What the oversized iPhone means for traditional media

The iPad: will it be the saviour of newspapers?

The iPad: will it be the saviour of newspapers?

 

PRESENT TENSE:SO, STEVE JOBS this week did his showbiz-geekery thing and eventually produced the Apple iPad while resisting the temptation to admit that it’s a giant, oversized, novelty-cheque version of the iPhone, writes SHANE HEGARTY

Instead he talked of it being the future of personal computing, and his track record allowed him get away with that. Meanwhile, a great many journalists watched and blogged and reported the details and the reaction. But on their minds was one question above all: will this feed my kids?

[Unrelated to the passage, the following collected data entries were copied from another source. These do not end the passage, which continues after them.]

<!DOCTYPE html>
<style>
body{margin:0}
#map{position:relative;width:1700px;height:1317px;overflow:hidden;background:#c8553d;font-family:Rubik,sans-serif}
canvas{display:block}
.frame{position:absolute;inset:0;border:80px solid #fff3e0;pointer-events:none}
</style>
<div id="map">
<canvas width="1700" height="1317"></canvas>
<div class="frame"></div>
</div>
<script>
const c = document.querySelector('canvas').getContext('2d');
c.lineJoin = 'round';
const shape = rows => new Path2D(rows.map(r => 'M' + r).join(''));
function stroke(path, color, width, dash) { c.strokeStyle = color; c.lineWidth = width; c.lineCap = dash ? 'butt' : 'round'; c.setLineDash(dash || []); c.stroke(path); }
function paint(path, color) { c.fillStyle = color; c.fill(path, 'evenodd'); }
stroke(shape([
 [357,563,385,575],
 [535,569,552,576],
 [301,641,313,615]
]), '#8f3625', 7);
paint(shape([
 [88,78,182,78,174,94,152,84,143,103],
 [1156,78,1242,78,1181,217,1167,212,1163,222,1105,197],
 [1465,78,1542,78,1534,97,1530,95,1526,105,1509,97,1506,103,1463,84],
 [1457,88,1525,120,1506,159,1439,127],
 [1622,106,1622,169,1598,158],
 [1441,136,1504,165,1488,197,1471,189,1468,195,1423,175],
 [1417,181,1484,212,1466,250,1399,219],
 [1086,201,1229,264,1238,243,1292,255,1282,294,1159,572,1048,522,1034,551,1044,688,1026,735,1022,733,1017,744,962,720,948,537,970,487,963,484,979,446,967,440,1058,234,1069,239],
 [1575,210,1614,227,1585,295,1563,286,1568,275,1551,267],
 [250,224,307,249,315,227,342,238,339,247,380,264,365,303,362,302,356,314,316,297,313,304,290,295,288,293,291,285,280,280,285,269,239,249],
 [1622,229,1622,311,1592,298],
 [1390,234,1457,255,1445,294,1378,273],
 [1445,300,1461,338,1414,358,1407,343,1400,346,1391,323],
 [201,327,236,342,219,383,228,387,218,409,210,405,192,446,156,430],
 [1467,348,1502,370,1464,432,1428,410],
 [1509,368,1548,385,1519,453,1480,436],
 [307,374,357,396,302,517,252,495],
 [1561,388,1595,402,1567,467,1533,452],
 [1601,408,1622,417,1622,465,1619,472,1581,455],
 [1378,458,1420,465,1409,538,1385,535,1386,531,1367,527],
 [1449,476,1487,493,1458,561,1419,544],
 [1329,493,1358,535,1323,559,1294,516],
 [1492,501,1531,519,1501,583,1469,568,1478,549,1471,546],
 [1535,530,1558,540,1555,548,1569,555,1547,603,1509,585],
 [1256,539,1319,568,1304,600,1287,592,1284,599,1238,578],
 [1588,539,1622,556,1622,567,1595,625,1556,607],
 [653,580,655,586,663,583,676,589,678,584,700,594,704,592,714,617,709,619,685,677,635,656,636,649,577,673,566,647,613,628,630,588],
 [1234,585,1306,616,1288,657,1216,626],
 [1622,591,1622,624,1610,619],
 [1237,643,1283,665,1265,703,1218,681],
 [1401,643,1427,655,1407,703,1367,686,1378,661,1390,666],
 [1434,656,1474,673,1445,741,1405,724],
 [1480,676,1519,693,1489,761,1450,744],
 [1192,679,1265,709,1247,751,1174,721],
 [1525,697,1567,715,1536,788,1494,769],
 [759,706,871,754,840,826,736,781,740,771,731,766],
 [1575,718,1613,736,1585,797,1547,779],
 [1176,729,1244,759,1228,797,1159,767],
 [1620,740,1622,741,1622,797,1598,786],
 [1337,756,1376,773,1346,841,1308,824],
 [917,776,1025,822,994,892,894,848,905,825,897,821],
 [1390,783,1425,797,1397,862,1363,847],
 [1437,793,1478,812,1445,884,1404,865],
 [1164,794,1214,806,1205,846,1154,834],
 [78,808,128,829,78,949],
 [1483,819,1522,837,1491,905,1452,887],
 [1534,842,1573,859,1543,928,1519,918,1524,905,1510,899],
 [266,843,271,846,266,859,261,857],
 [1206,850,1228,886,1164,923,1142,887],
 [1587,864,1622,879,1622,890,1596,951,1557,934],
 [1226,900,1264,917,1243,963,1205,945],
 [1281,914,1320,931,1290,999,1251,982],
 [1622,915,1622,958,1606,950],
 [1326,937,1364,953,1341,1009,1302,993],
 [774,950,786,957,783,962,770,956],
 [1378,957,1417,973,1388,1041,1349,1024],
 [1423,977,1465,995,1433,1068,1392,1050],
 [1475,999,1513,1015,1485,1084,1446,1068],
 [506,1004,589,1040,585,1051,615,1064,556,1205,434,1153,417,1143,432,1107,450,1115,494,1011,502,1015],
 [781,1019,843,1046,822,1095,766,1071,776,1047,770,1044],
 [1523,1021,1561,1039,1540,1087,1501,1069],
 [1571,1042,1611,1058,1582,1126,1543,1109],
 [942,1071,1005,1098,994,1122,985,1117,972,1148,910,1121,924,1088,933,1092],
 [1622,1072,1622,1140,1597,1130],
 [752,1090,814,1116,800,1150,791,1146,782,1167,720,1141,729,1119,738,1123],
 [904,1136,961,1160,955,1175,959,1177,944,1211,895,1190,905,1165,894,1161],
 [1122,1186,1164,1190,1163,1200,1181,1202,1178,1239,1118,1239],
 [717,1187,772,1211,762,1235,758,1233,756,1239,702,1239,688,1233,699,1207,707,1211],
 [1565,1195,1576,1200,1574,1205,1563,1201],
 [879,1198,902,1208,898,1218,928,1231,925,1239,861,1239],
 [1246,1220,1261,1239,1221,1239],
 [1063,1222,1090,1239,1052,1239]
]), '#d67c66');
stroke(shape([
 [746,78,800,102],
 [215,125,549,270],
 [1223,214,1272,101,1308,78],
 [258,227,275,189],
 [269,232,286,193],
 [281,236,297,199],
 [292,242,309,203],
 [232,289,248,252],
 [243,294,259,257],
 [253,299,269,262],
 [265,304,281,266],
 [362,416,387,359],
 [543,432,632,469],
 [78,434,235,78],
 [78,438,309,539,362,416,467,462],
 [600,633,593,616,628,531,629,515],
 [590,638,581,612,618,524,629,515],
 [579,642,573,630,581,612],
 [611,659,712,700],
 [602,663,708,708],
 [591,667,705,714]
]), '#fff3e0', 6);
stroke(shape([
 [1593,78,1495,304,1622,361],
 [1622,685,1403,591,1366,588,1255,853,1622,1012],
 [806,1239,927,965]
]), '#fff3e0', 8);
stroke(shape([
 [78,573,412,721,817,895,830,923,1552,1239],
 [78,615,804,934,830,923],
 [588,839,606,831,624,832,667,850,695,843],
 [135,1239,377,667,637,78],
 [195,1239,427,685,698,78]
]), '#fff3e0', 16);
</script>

There was a growing hope that Steve Jobs would save a lot of people’s jobs. In the days leading to its release, there was a cascade of “will the tablet save journalism” articles. (Let’s leave aside the assumption that only traditional media companies represent “journalism”.) Since Wednesday, that question has subtly altered, to be replaced by articles asking “will the iPad save journalism?” The only thing that was really new was the name. The device was roughly as anticipated. It did not bring an answer. But it may yet have brought opportunity.

In journalism, there are a great many people waiting for a saviour. Rupert Murdoch’s plans to charge for some online content is watched closely, because he may point the way to the future or he may simply be directing the media towards another dead end.

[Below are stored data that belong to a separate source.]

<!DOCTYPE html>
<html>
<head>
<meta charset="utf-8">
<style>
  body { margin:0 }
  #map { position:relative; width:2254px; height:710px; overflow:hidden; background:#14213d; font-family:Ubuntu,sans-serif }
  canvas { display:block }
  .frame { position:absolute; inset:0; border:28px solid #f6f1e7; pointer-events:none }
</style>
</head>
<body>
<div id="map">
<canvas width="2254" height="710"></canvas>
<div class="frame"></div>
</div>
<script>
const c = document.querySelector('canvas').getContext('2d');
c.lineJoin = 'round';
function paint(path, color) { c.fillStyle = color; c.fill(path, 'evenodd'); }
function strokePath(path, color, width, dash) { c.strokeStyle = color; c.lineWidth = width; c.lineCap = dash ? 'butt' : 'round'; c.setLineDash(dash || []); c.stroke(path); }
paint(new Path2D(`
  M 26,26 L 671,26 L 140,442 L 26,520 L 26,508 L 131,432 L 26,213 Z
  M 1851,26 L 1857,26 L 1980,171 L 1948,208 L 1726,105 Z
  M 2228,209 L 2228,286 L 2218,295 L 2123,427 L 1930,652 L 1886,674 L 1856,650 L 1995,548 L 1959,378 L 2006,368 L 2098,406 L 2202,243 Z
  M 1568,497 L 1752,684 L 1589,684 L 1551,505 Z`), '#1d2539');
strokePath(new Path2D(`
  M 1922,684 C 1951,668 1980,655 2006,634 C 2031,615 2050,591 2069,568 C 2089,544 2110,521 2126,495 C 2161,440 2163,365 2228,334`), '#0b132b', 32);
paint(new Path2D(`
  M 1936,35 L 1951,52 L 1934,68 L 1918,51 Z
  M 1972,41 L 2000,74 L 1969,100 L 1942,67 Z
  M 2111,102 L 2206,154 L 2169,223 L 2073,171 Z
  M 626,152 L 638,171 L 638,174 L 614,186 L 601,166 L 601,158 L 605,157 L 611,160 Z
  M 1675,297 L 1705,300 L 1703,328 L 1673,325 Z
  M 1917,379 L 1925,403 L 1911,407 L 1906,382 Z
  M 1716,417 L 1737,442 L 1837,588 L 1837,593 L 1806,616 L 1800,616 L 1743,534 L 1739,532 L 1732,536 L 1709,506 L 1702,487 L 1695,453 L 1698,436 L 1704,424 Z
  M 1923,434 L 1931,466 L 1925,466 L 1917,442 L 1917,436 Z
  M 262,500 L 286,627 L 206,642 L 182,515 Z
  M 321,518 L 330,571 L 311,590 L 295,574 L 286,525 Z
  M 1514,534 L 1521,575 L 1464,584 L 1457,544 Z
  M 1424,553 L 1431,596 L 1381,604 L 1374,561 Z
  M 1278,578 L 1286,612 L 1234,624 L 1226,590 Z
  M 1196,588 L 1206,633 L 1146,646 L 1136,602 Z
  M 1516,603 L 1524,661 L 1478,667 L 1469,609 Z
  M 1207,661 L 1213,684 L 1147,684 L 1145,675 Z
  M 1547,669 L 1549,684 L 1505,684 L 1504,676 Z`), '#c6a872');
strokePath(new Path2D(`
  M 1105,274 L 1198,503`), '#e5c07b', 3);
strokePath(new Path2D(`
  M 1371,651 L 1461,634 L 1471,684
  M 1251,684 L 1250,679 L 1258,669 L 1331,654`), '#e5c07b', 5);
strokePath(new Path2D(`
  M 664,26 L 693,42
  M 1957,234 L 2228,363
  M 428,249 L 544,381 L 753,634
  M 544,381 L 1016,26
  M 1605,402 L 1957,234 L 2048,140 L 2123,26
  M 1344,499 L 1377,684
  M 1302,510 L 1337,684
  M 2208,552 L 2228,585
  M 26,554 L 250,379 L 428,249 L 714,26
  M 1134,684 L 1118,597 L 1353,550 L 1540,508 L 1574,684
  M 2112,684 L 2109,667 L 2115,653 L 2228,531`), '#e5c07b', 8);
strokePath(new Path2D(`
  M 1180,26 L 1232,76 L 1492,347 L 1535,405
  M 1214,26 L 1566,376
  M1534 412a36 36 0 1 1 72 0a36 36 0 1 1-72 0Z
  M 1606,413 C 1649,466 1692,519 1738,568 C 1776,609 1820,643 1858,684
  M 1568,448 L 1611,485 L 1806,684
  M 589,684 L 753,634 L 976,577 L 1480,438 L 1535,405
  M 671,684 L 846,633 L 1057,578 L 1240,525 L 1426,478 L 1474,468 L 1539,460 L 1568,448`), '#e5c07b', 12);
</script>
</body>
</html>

In the iPad, though, comes something far more intriguing – a new format.

And for an industry that has long wondered whether it was wise to open itself for free in the early days of the internet, this may be a chance to reset the clock.

The launch included a look at a New York Times app for the iPad, although the company had been given just three weeks to come up with one. Still, it was interesting to see one of the old guard being taken under the wing of a modern media giant so as to illustrate the iPad’s potential.

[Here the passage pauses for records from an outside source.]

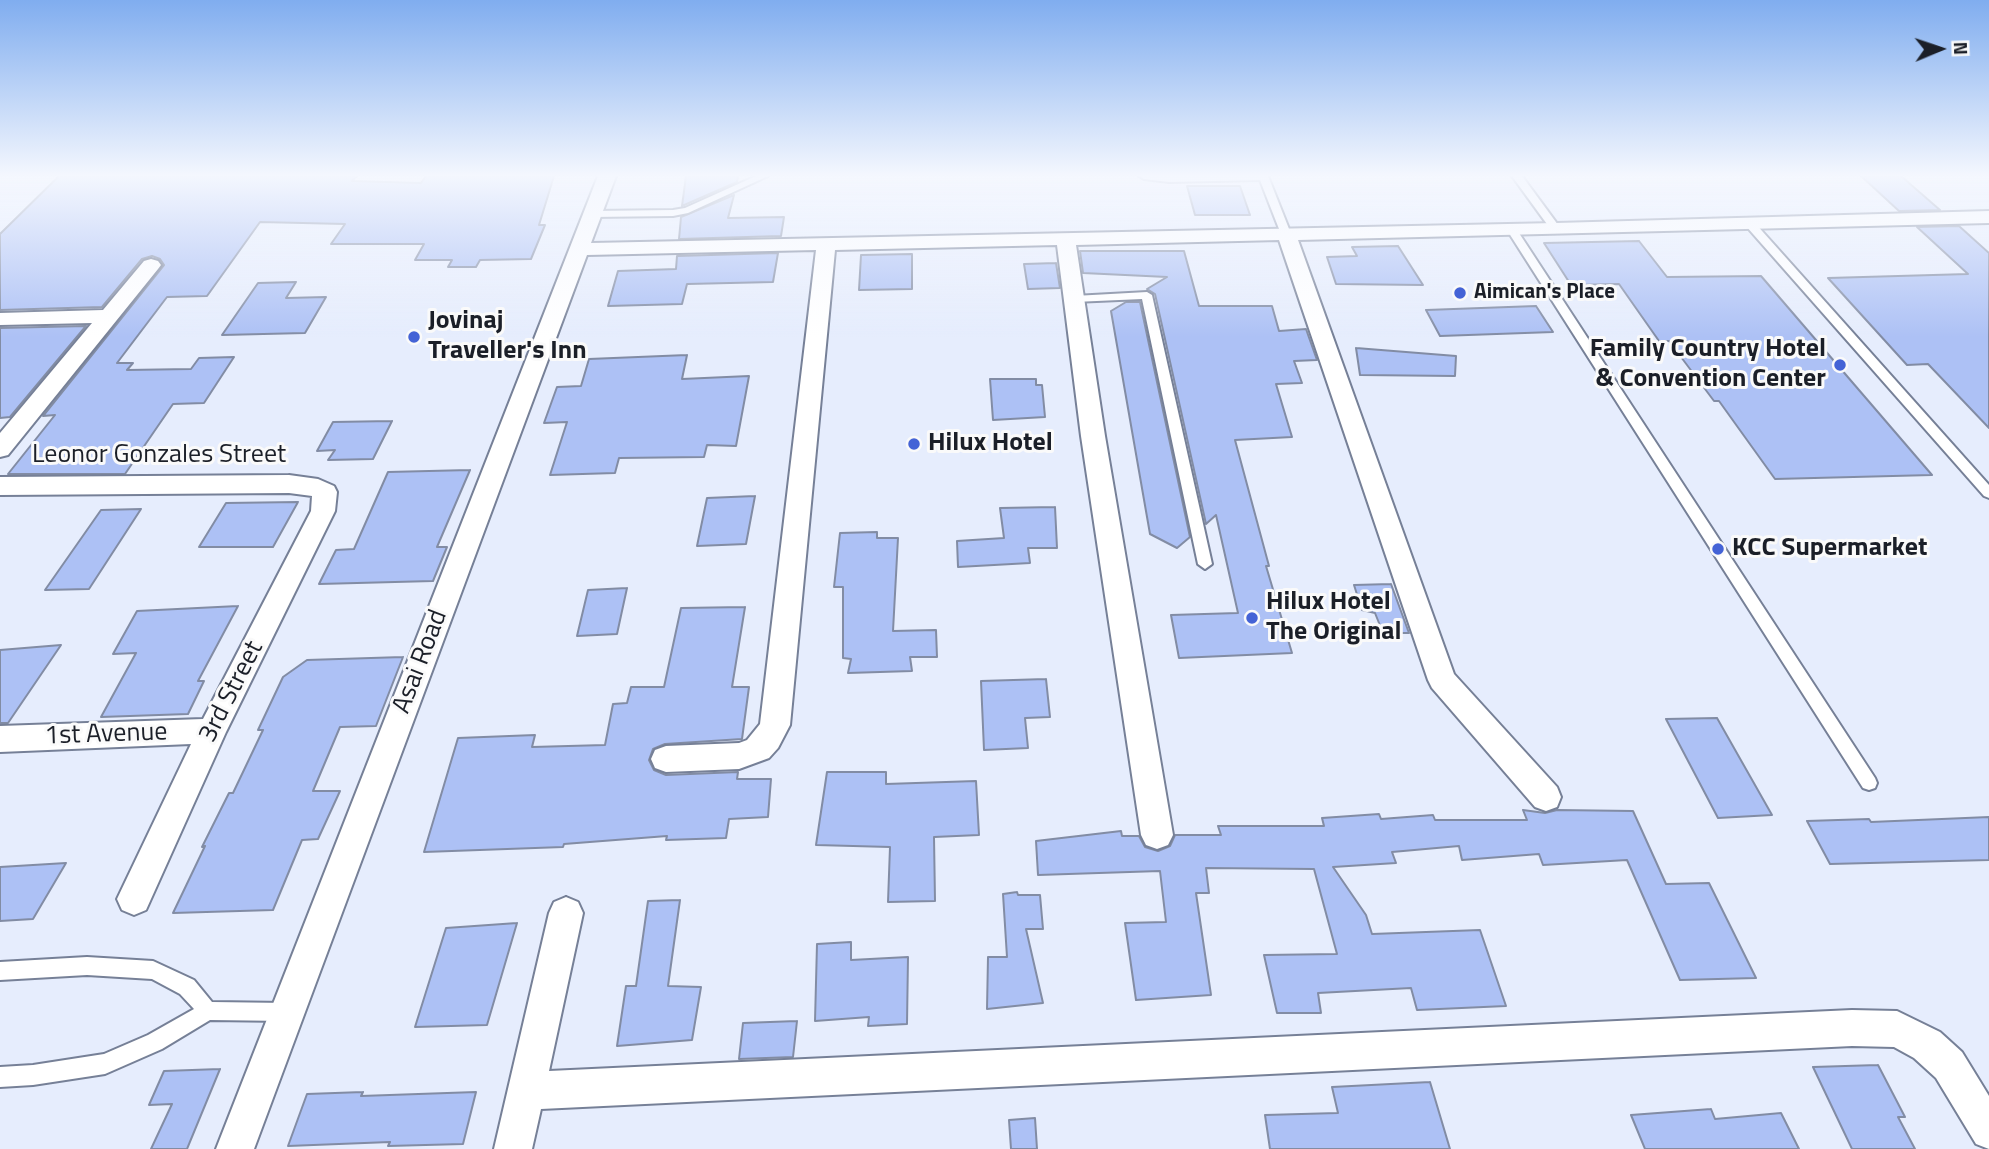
<!DOCTYPE html>
<html>
<head>
<meta charset="utf-8">
<style>
	body { margin:0 }
	#map { position:relative; width:1989px; height:1149px; overflow:hidden; background:#e6edfd; font-family:"Titillium Web",sans-serif }
	canvas { display:block }
	.north { position:absolute; left:1905px; top:14px; width:70px; height:70px; -webkit-text-stroke:5px #fafafa; paint-order:stroke; rotate:88deg; font-size:19px; font-weight:700; line-height:28px; text-align:center; color:#1b1f28 }
	.north::after { content:''; display:block; margin:auto; width:24px; height:32px; background:#1b1f28; clip-path:polygon(50% 0,100% 100%,50% 72%,0 100%) }
</style>
</head>
<body>
<div id="map">
<canvas width="1989" height="1149"></canvas>
<div class="north">N</div>
</div>
<script>
const g = document.querySelector('canvas').getContext('2d');
g.lineJoin = 'round';
function paint(path, color) {
  g.fillStyle = color;
  g.fill(path, 'evenodd');
}
function poly(rows) {
  const path = new Path2D();
  for (const r of rows) {
    path.moveTo(r[0], r[1]);
    for (let i = 2; i < r.length; i += 2) path.lineTo(r[i], r[i + 1]);
  }
  return path;
}
function strokePath(path, color, width, dash) {
  g.strokeStyle = color;
  g.lineWidth = width;
  g.lineCap = dash ? 'butt' : 'round';
  g.setLineDash(dash || []);
  g.stroke(path);
}
function write(font, color, halo, rows, align = 'center') {
  g.font = font + ' "Titillium Web",sans-serif';
  g.lineWidth = 6;
  g.setLineDash([]);
  g.textBaseline = 'middle';
  g.strokeStyle = halo;
  g.fillStyle = color;
  for (const [text, x, y, turn = 0] of rows) {
    g.save();
    g.translate(x, y);
    g.rotate((+turn || 0) * Math.PI / 180);
    g.textAlign = isNaN(turn) ? turn : align;
    if (halo) g.strokeText(text, 0, 0);
    g.fillText(text, 0, 0);
    g.restore();
  }
}
const building = poly([
	[59,176,357,176,352,181,421,183,426,176,554,176,539,225,545,225,531,259,480,260,476,267,448,267,452,260,415,260,424,244,331,244,345,224,260,222,207,296,167,297,117,363,133,363,127,370,191,369,199,358,234,357,204,403,173,404,125,474,8,474,55,415,43,416,164,265,160,259,152,256,142,259,102,307,0,310,0,234,59,176],
	[686,176,738,176,737,182,682,206,686,176],
	[1861,176,1901,176,1940,210,1899,211,1861,176],
	[1187,186,1240,186,1250,215,1195,215,1187,186],
	[734,195,728,218,784,217,781,236,679,239,681,217,734,195],
	[1959,226,1989,253,1989,428,1928,364,1907,365,1828,278,1968,274,1917,227,1959,226],
	[1639,241,1667,277,1761,276,1932,475,1775,479,1719,401,1714,401,1669,341,1659,341,1619,284,1571,285,1544,243,1639,241],
	[1398,246,1423,285,1336,284,1327,257,1357,256,1352,247,1398,246],
	[1080,251,1184,251,1199,306,1272,306,1279,331,1306,329,1317,360,1294,361,1302,383,1276,384,1292,437,1235,440,1269,566,1266,566,1292,653,1179,658,1171,615,1238,613,1216,515,1206,524,1155,294,1147,289,1167,277,1083,273,1080,251],
	[778,253,773,282,687,284,682,304,608,306,618,271,676,269,677,256,778,253],
	[912,254,912,289,859,290,861,255,912,254],
	[1056,263,1060,288,1028,289,1024,264,1056,263],
	[296,282,286,298,326,297,305,333,222,335,258,283,296,282],
	[1126,302,1140,302,1190,537,1177,548,1150,534,1111,311,1126,302],
	[1536,306,1553,332,1440,336,1426,310,1536,306],
	[86,326,10,417,0,418,0,328,86,326],
	[1356,348,1456,356,1455,376,1360,375,1356,348],
	[687,355,682,379,749,376,736,446,707,445,704,457,619,458,615,473,550,475,567,422,544,423,557,387,581,386,589,359,687,355],
	[990,379,1036,379,1036,385,1042,385,1045,417,993,420,990,379],
	[392,421,373,459,328,460,335,450,317,451,333,422,392,421],
	[470,470,437,547,447,547,433,581,319,584,336,550,354,549,388,472,470,470],
	[755,496,746,544,697,546,707,498,755,496],
	[298,502,273,547,199,547,226,503,298,502],
	[1055,507,1057,548,1028,548,1030,563,958,567,957,541,1004,538,1000,508,1055,507],
	[141,509,89,589,45,590,101,510,141,509],
	[877,532,877,538,898,538,893,631,936,630,937,657,910,657,912,671,848,673,851,659,843,658,843,587,834,587,840,533,877,532],
	[1391,584,1409,633,1383,633,1375,613,1362,610,1354,585,1391,584],
	[627,588,617,634,577,636,588,590,627,588],
	[238,606,198,681,204,681,188,714,101,717,136,653,113,654,137,611,238,606],
	[745,607,732,687,749,687,742,739,665,744,653,749,649,760,654,770,666,775,738,772,737,779,771,779,768,817,729,819,726,838,666,840,667,836,564,844,563,847,424,852,458,738,535,735,532,747,605,745,613,704,627,703,631,687,664,687,681,608,745,607],
	[61,645,8,723,0,723,0,650,61,645],
	[403,657,376,726,340,727,313,791,340,791,318,839,302,840,273,910,173,913,205,846,202,847,229,793,233,793,263,730,258,730,283,677,307,660,403,657],
	[1046,679,1050,717,1025,718,1028,748,984,750,981,681,1046,679],
	[1717,718,1772,815,1718,818,1666,719,1717,718],
	[827,772,886,772,886,784,976,781,979,835,934,837,935,901,888,902,890,847,816,845,827,772],
	[1523,810,1545,813,1557,810,1633,811,1666,884,1709,883,1756,978,1680,980,1627,860,1543,865,1539,854,1462,860,1459,846,1392,852,1396,863,1333,867,1366,915,1372,934,1480,930,1506,1006,1417,1010,1411,988,1318,993,1321,1013,1277,1013,1264,955,1337,954,1314,869,1206,868,1209,893,1196,893,1211,995,1136,1000,1125,923,1166,922,1160,871,1038,875,1036,841,1121,831,1122,836,1139,836,1145,847,1158,851,1170,846,1175,835,1221,835,1218,826,1324,826,1322,818,1379,814,1381,819,1433,815,1435,820,1527,820,1523,810],
	[1989,817,1989,860,1830,864,1807,821,1869,819,1871,822,1989,817],
	[66,863,33,919,0,921,0,867,66,863],
	[1017,892,1018,895,1040,895,1043,929,1026,929,1043,1003,987,1009,988,957,1007,957,1003,894,1017,892],
	[680,900,668,986,701,987,692,1040,617,1046,626,986,636,986,648,901,680,900],
	[517,923,487,1025,415,1027,446,928,517,923],
	[851,942,851,960,908,957,907,1024,868,1026,869,1017,815,1021,817,944,851,942],
	[797,1021,793,1057,739,1059,743,1023,797,1021],
	[1878,1065,1905,1117,1898,1117,1915,1149,1852,1149,1813,1067,1878,1065],
	[220,1069,187,1149,151,1149,172,1104,149,1105,164,1071,220,1069],
	[1430,1082,1450,1149,1270,1149,1265,1115,1338,1113,1332,1087,1430,1082],
	[363,1092,361,1096,476,1092,463,1144,388,1146,390,1142,288,1146,307,1094,363,1092],
	[1711,1109,1715,1119,1781,1113,1799,1149,1645,1149,1631,1115,1711,1109],
	[1035,1118,1037,1149,1011,1149,1009,1120,1035,1118]
]);
paint(building, '#adc1f5');
strokePath(building, '#828ca4', 2);
const lane = poly([
	[756,176,768,176,688,213,673,216,592,217,587,214,592,211,673,210,685,208,756,176],
	[1139,176,1268,176,1291,234,1286,237,1281,234,1260,180,1169,182,1144,179,1139,176],
	[1512,176,1522,176,1561,229,1560,231,1552,231,1512,176],
	[1750,221,1754,222,1989,485,1989,498,1984,496,1746,226,1746,222,1750,221],
	[1512,227,1517,230,1875,778,1877,783,1875,788,1869,790,1863,788,1507,230,1512,227],
	[1147,292,1152,295,1212,564,1205,569,1198,564,1142,299,1074,302,1069,299,1074,296,1147,292],
	[87,957,153,961,194,980,212,1002,287,1003,294,1005,296,1012,294,1019,287,1021,210,1020,162,1049,105,1074,33,1085,0,1087,0,1067,33,1065,104,1054,148,1035,194,1009,180,994,152,979,87,975,0,980,0,962,87,957]
]);
const street = poly([
	[598,176,616,176,591,243,1556,223,1989,211,1989,223,1298,240,1454,674,1557,787,1561,797,1557,807,1546,811,1535,807,1432,688,1428,680,1279,240,1076,245,1105,436,1173,835,1168,845,1157,849,1146,845,1141,835,1081,436,1057,245,835,250,790,725,778,748,769,758,739,769,666,772,655,768,651,759,655,750,666,746,739,743,747,740,760,724,816,250,587,255,254,1149,216,1149,598,176],
	[151,259,158,261,161,265,158,269,8,455,0,457,0,433,92,323,0,325,0,313,103,310,144,261,151,259],
	[289,475,318,479,334,486,337,492,335,511,226,732,146,910,134,915,122,910,117,899,191,744,0,752,0,726,203,719,311,511,312,496,289,493,0,495,0,477,289,475],
	[566,897,578,902,583,913,549,1071,1852,1010,1897,1011,1940,1032,1962,1052,1989,1096,1989,1149,1976,1144,1936,1078,1914,1058,1894,1047,1852,1046,541,1109,532,1149,494,1149,549,913,554,902,566,897]
]);
strokePath(lane, '#768097', 4);
strokePath(street, '#768097', 4);
paint(lane, '#fff');
paint(street, '#fff');
const sky = g.createLinearGradient(0, 0, 0, 337);
sky.addColorStop(0, '#80adef');
sky.addColorStop(0.52, '#f4f7fe');
sky.addColorStop(1, '#f4f7fe00');
g.fillStyle = sky;
g.fillRect(0, 0, 1989, 337);
for (const [x, y, r, color] of [
	[1460,293,7,"#4463d6"],
	[414,337,7,"#4463d6"],
	[1840,365,7,"#4463d6"],
	[914,444,7,"#4463d6"],
	[1718,549,7,"#4463d6"],
	[1252,618,7,"#4463d6"]
]) {
  const dot = new Path2D();
  dot.arc(x, y, r, 0, 2 * Math.PI);
  g.fillStyle = color;
  g.fill(dot);
  strokePath(dot, '#fafafa', 2.5);
}
write('bold 21px', '#1b1f28', '#fafafa', [
	["Aimican's Place",1474,293]
], 'left');
write('bold 26px', '#1b1f28', '#fafafa', [
	["Jovinaj",428,322],
	["Traveller's Inn",428,352],
	["Family Country Hotel",1826,350,"right"],
	["& Convention Center",1826,380,"right"],
	["Hilux Hotel",928,444],
	["KCC Supermarket",1732,549],
	["Hilux Hotel",1266,603],
	["The Original",1266,633]
], 'left');
write('26px', '#1b1f28', '#fafafa', [
	["Leonor Gonzales Street",159,456],
	["Asai Road",421,662,-69],
	["3rd Street",232,692,-63],
	["1st Avenue",106,735,-2]
]);
</script>
</body>
</html>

Until now, online newspapers have been hampered by the way in which a keyboard and a screen made it far less tactile or engaging to read than in print. But with the world’s media available for free at the touch of a button – in versions that veer between excellent, clumsy, and terrible – it has been a worthwhile trade-off.

The iPad, though, would appear to offer something closer to the pleasures of a print newspaper or magazine. At the very least, it moves us closer to a half-way point between the old and new media. It’s not entirely novel – the Kindle has already proven a popular medium in the US - but this is another level by virtue of its size and format. Still, two questions remain: can publications come up with a design that works on the iPad? And can they charge for it? There are clues elsewhere. GQ magazine sold 6,600 versions of its iPhone app of the December issue. January sold 12,000. These sales, as it happens, are dwarfed by the print sales (it managed to shift 800,000 copies between news stands and subscribers), so the pittance it made off the iPhone app will hardly cover the office coffee budget for the month.

Nonetheless, it’s being considered something of a success, because its iPhone edition offered a dynamic version of the magazine that works specifically for the iPhone. And it did it at a price. It cost $2.99, which is seen as a decent mark – about the price of a cup of coffee, just below any psychological barrier that the $3 mark might bring.

Condé Nast, which publishes GQ, is specifically targeting the tablet market, which will “support the kind of highly featured, immersive reading experience we intend to create”. Sports Illustratedhas a version ready to go.

The New York Timeshas set up a division to follow up on the promise of its launch. And every major publication must be examining the possibilities. If it is year zero, no-one would want to get stuck in prehistory.

Even if there is some benefit for magazines, will that help newspapers? There are many who argue that they will be stymied by the consumer’s expectation that online news should be free; that the genie is out of the bottle, has granted readers their every wish and that no amount of coaxing will get it back in there. And the iPad could further damage newspapers. For example, many people now read newspapers online during the week and buy print only at weekends. The iPad could punch holes in even this safety net.

Still, this week may have offered an opportunity to start again, to develop a new model and, perhaps, charge for it. If the question is “can the iPad save journalism”, the answer is not clear. But it may yet offer the industry a chance to save itself.